Cette réintroduction est fortement décriée sur les bancs de l'assemblée jusqu'au sein de la majorité. Seuls 175 des 271 membres du groupe macroniste ont voté en faveur du texte, 32 députés LREM ont voté contre et 36 se sont abstenus, rapporte l'AFP. 

Parmi les opposants au texte, la députée LREM Sandrine Le Fleur n'a pas voté en faveur de la disposition de réintroduction arguant que «la diversité des exploitations et leur résilience économique est une solution pour sortir de cela».

«La souveraineté alimentaire […] c'est contrôler la production pour qu'elle puisse alimenter le marché intérieur, or aujourd'hui, la moitié de la production de betterave est exportée et je crois qu'il faut remettre ça dans le contexte», a conclu l'ancienne agricultrice. 

Hors des murs de l'Assemblée, l'ancien ministre de l'Ecologie Nicolas Hulot avait lui aussi appelé à ne pas voter la loi de réintroduction, estimant que «prolonger leur usage pour la filière betterave n’est pas la solution». 

Le député de l'Essonne et ancien membre du groupe LREM à l'Assemblée nationale Cédric Villani n'a pas soutenu la disposition, moquant «une possible perte à 15 %» de productivité, «en vrai une perte incertaine». «Il s'agit de faire payer nos déboires économiques à l'environnement», a regretté le mathématicien. 

Le syndicat Confédération paysanne, écologiste, a souhaité «interpeller» les députés en partageant sur son Twitter dix bonnes raisons de «s'opposer à cette loi». 

Le président du groupe La France insoumise, Jean-Luc Mélenchon s'est lui aussi montré très véhément face à la réintroduction des néonicotinoïdes. «Ca ne doit pas être la politique du XXIe siècle» a dénoncé le député des Bouches-du-Rhône avant de citer l'actuelle ministre de la Transition écologique, Barbara Pompili, qui en 2016 avait déclaré que «les néonicotinoïdes [étaient] extrêmement dangereux». L'ancien candidat à la présidentielle a prévenu que dans ces conditions et en cas de réintroduction de ces pesticides, il ferait un «signalement devant la Haute cour de Justice». «C'est de sang-froid que des gens vont être mis en péril par cette décision», a conclu le député insoumis. 

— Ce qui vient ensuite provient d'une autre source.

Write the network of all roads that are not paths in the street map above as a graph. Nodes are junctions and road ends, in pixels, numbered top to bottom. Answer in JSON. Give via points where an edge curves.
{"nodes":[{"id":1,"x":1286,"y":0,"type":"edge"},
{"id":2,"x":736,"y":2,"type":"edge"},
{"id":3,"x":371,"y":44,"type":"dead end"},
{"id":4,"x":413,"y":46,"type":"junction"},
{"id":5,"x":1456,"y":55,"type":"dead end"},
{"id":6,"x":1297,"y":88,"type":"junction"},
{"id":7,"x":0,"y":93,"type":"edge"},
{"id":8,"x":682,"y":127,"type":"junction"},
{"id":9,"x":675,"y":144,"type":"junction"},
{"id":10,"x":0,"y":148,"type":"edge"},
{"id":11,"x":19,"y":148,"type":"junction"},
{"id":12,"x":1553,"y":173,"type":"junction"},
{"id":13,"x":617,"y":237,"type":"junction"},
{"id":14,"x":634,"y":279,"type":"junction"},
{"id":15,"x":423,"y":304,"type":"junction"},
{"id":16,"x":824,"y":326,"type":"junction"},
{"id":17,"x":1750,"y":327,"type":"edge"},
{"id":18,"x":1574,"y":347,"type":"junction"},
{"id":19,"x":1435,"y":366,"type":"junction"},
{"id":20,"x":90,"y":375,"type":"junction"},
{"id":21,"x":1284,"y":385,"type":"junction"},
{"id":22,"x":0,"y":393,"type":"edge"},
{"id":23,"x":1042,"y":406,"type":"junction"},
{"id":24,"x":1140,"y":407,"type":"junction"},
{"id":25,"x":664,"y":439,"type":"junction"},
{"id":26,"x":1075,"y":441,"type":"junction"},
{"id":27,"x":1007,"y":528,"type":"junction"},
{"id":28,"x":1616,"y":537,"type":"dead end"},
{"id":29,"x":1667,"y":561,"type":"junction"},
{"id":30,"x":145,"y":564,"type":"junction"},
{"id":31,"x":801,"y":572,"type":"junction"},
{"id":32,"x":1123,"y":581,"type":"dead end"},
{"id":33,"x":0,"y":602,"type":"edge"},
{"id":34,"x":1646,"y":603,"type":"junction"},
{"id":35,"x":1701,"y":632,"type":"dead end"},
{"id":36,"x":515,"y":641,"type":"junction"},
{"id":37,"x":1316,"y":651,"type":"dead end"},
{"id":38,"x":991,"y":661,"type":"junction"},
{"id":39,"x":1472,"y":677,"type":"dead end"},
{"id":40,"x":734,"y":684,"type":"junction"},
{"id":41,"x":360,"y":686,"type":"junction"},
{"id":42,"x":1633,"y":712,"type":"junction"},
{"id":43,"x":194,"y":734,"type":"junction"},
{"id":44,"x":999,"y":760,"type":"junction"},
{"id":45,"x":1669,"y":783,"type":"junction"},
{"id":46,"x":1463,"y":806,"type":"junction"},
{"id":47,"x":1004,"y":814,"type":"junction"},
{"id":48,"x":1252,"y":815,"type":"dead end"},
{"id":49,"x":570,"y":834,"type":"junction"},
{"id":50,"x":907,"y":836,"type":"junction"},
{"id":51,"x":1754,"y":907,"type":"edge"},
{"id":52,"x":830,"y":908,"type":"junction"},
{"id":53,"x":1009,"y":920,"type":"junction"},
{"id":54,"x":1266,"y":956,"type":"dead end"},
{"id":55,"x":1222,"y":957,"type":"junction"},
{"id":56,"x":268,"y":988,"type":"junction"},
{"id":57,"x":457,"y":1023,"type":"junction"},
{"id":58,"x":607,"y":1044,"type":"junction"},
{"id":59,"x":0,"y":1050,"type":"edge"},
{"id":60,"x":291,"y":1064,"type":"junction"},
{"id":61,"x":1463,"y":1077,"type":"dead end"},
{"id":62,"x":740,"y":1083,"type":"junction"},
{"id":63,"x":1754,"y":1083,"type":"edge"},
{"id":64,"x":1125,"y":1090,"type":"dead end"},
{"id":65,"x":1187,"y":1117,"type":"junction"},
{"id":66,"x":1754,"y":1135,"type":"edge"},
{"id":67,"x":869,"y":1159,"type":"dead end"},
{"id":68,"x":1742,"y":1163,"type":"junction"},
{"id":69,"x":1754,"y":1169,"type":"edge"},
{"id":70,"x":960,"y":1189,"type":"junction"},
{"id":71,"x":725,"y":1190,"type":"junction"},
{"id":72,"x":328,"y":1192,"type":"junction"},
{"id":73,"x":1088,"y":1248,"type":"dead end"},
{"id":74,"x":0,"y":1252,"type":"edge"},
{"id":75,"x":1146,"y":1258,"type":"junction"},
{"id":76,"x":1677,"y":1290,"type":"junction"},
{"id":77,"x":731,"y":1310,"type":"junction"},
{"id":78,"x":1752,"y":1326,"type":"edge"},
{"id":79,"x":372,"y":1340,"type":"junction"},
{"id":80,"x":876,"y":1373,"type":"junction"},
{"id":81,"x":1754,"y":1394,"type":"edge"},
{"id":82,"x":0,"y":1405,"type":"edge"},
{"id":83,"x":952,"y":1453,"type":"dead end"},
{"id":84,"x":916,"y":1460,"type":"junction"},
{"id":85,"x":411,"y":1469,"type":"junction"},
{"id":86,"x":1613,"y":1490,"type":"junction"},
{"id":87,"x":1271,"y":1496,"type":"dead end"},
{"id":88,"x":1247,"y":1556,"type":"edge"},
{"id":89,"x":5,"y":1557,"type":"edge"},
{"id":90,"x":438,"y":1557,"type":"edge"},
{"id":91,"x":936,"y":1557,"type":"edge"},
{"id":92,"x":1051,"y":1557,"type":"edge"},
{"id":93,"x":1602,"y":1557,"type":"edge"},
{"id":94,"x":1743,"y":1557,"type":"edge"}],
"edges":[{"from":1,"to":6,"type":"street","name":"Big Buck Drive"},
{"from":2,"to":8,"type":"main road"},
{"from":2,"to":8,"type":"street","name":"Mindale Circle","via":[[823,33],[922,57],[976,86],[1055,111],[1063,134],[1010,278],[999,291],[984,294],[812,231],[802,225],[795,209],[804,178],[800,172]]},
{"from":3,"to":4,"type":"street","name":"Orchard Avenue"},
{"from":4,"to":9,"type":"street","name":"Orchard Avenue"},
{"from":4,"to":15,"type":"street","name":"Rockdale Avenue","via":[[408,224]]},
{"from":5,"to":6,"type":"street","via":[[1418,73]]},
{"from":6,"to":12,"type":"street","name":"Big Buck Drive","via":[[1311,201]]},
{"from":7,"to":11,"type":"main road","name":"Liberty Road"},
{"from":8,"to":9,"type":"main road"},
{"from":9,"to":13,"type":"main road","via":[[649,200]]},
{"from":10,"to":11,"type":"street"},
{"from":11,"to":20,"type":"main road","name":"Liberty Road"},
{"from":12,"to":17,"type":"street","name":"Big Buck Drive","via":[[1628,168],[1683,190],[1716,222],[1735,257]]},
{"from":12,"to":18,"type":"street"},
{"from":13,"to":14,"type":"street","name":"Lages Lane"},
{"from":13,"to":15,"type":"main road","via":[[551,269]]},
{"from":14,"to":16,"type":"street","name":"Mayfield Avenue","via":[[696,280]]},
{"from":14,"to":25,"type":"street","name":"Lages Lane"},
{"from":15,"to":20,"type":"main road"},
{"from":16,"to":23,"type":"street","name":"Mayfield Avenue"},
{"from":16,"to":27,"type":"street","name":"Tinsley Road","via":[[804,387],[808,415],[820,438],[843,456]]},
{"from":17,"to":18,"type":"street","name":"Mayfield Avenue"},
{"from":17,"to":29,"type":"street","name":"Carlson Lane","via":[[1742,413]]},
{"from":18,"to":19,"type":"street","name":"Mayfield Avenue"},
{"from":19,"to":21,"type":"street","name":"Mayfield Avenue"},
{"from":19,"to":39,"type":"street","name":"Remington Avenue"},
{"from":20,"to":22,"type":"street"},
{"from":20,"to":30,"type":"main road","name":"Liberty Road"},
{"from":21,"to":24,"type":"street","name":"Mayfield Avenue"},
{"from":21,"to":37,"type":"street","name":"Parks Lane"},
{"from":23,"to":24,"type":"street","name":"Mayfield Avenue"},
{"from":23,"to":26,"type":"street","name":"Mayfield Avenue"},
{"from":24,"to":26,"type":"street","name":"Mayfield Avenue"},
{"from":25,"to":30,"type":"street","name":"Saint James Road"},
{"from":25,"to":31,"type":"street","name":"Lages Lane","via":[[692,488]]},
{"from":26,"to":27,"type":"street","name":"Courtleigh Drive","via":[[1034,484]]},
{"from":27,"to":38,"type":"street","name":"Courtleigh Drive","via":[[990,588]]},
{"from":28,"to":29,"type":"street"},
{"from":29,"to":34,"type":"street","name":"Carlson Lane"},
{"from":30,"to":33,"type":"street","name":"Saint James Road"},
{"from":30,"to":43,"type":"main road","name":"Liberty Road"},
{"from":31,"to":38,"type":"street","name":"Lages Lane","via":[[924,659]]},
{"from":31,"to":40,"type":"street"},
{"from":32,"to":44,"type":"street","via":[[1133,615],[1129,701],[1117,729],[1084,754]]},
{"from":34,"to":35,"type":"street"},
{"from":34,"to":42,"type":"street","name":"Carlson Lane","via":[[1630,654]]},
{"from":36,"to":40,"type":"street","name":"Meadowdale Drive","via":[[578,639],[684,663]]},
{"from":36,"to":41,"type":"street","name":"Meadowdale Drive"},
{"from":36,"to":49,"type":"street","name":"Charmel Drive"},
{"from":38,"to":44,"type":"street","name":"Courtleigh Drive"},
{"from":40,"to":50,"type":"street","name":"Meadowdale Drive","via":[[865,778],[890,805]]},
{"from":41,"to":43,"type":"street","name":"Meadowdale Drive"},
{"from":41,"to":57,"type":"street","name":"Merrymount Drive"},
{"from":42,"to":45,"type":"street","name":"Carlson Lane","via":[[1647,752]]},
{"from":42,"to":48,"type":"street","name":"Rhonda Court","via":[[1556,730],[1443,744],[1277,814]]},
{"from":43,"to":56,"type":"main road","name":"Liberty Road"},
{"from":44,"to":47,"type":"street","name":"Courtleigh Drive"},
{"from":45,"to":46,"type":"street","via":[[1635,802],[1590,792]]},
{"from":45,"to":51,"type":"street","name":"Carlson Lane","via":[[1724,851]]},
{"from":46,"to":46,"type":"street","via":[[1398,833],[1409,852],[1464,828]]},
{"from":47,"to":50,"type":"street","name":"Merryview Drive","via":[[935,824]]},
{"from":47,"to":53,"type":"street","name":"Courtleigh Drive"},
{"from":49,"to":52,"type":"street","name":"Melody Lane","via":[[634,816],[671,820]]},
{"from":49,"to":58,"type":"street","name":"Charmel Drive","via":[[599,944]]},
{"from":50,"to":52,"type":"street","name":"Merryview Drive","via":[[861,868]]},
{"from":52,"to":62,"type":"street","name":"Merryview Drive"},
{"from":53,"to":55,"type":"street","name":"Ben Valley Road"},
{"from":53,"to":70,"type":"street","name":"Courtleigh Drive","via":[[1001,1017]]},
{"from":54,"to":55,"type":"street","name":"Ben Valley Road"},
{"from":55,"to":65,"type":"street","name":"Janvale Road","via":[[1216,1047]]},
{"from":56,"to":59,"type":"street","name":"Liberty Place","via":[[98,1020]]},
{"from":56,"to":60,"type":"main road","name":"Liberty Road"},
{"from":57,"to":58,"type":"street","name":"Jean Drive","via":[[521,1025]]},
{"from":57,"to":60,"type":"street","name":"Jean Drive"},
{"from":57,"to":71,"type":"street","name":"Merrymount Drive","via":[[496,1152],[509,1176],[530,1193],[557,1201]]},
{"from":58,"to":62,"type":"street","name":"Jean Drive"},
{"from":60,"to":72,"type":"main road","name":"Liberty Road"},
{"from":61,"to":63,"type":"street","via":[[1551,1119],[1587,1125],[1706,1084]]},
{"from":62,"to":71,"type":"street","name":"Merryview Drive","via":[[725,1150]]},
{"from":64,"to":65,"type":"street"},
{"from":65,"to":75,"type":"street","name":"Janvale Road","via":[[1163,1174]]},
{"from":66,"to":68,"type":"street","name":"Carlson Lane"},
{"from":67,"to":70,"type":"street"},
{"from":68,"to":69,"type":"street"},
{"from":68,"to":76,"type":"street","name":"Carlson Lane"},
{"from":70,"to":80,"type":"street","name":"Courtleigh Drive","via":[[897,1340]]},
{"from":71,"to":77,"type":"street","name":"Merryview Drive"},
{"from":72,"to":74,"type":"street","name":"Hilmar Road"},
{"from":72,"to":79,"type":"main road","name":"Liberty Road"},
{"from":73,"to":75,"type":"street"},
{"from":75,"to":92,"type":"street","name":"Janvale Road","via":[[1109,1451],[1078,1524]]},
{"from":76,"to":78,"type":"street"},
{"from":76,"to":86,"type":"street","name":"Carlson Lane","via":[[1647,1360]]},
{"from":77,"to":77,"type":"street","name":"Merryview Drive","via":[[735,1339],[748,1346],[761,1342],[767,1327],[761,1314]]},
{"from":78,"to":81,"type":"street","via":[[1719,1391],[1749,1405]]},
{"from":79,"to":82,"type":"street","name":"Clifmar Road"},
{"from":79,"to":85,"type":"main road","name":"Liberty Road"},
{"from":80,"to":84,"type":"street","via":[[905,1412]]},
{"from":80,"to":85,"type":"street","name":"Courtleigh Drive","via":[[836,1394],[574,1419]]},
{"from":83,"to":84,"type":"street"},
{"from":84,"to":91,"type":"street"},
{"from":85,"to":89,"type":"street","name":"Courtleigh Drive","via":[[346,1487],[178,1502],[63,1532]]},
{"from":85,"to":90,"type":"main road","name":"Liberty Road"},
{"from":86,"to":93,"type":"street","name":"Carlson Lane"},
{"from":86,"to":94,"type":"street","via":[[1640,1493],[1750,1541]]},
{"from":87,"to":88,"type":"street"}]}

L'idéal c'est de sortir des néonicotinoïdes

«Le courage, c'est d'aller à l'idéal et de comprendre le réel», lui a répondu le ministre de l'Agriculture Julien Denormandie, citant Jean Jaurès. «L'idéal c'est de sortir des néonicotinoïdes», a précisé le ministre. 

Au moment de défendre son projet de loi, le ministre a évoqué une «situation exceptionnelle et une impasse à laquelle nous devons apporter une réponse pour la filière betterave, une filière d'excellence française qui représente 46 000 emplois». Julien Denormandie a ensuite indiqué ne pas vouloir importer «du sucre polonais, allemand ou belge», cultivé dans des conditions «moins-disantes environnementalement», préférant réaliser la «transition agroécologique avec la filière française».

«Le risque qu'on prend si on ne fait rien, c'est une casse monumentale», a abondé le député du Val-de-Marne Frédéric Descrozaille. 

«Cette motion de rejet qui nous est présentée, c'est faire mourir notre industrie sucrière, c'est faire produire notre sucre à l'étranger, importé de Pologne, d'Allemagne et du Brésil et eux utiliser les néonicotinoïdes», a justifié quant à elle la députée LREM Claire O'Petit pour défendre le projet. 

Le député de l'Aisne Julien Dive, membre du groupe Les Républicain qui soutient le texte de loi du gouvernement, a estimé que la disposition était une «réponse de moindre mal». Il faut «autoriser de manière dérogatoire, avec réduction des doses, dans un délai court et avec un enrobage» l'utilisation de cette substance, a estimé le député d'opposition. 

En outre, le groupe LREM a introduit des amendements qui prévoient la création d'un conseil de surveillance et l'interdiction d'implanter des cultures attirant des abeilles sur les parcelles où ont été utilisés des néonicotinoïdes afin de limiter l'impact environnemental.